In the Yaml put the config value like this:

unloadpathinfo:
offset: "2024-01-01T01:30:00.000+01:00"

That's all.

Upvotes: 0

Thororm
Thororm

Reputation: 1

You should just adapt the setter in the configuration class.

if your yaml is:

default-film-showings:
  filmShowings:
    - id: 1
      dateTime: 2018-07-13 21:00:00

then do this in your configuration class:

@Configuration
@ConfigurationProperties(prefix="default-film-showings")
public class FilmShowings {
    private List<FilmShowing> filmShowings;

    //Constructors, Getters, setters etc.
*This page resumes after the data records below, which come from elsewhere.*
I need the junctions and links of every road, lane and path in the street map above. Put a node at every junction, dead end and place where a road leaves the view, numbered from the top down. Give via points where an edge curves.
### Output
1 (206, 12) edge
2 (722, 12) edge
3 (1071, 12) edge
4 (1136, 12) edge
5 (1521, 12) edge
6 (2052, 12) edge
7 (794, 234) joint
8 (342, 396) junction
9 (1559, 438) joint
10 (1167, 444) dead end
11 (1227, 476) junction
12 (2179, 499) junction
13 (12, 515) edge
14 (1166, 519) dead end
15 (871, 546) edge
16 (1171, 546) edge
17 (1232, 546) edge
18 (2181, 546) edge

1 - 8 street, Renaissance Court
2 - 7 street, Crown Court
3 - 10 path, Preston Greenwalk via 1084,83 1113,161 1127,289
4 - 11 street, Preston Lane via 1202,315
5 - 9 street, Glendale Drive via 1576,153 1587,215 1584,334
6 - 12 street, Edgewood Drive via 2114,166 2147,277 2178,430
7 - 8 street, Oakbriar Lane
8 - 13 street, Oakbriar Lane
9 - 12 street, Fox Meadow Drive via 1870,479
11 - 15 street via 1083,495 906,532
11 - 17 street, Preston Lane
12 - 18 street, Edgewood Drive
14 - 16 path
    public static class FilmShowing {
        private Integer id;
        private Film film;
        private Theatre theatre;
        private LocalDateTime dateTime;

        //Constructors, Getters, setters etc.
        public void setDateTime(String dateTime) {
          DateTimeFormatter formatter = DateTimeFormatter.ofPattern("yyyy-MM-dd 
          HH:mm:ss");
          LocalDateTime formatDateTime = LocalDateTime.parse(dateTime, formatter);
          this.dateTime= formatDateTime;
        }
    }
}

Upvotes: -1

Abhijit Sarkar
Abhijit Sarkar

Reputation: 24637

  1. Assuming Spring honors the @DateTimeFormat annotation in a @ConfigurationProperties class (I haven't verified that), you've declared the format to be DateTimeFormat.ISO.DATE_TIME which is 2011-12-03T10:15:30+01:00[Europe/Paris]. Your property file has 2018-07-13 21:00:00 which isn't any of the standard formats. How do you expect it to work?

  2. Your datatype is LocalDateTime which doesn't have a concept of time zone, thus contradicting the ISO_DATE_TIME format. However, the time zone is optional is for ISO_DATE_TIME, so this may not be an issue.

Clearly, you're throwing spaghetti at the wall and hoping something would stick. Write a unit test and try to convert the string to whatever datetime object you want. Once you've done that, come back if you've a problem.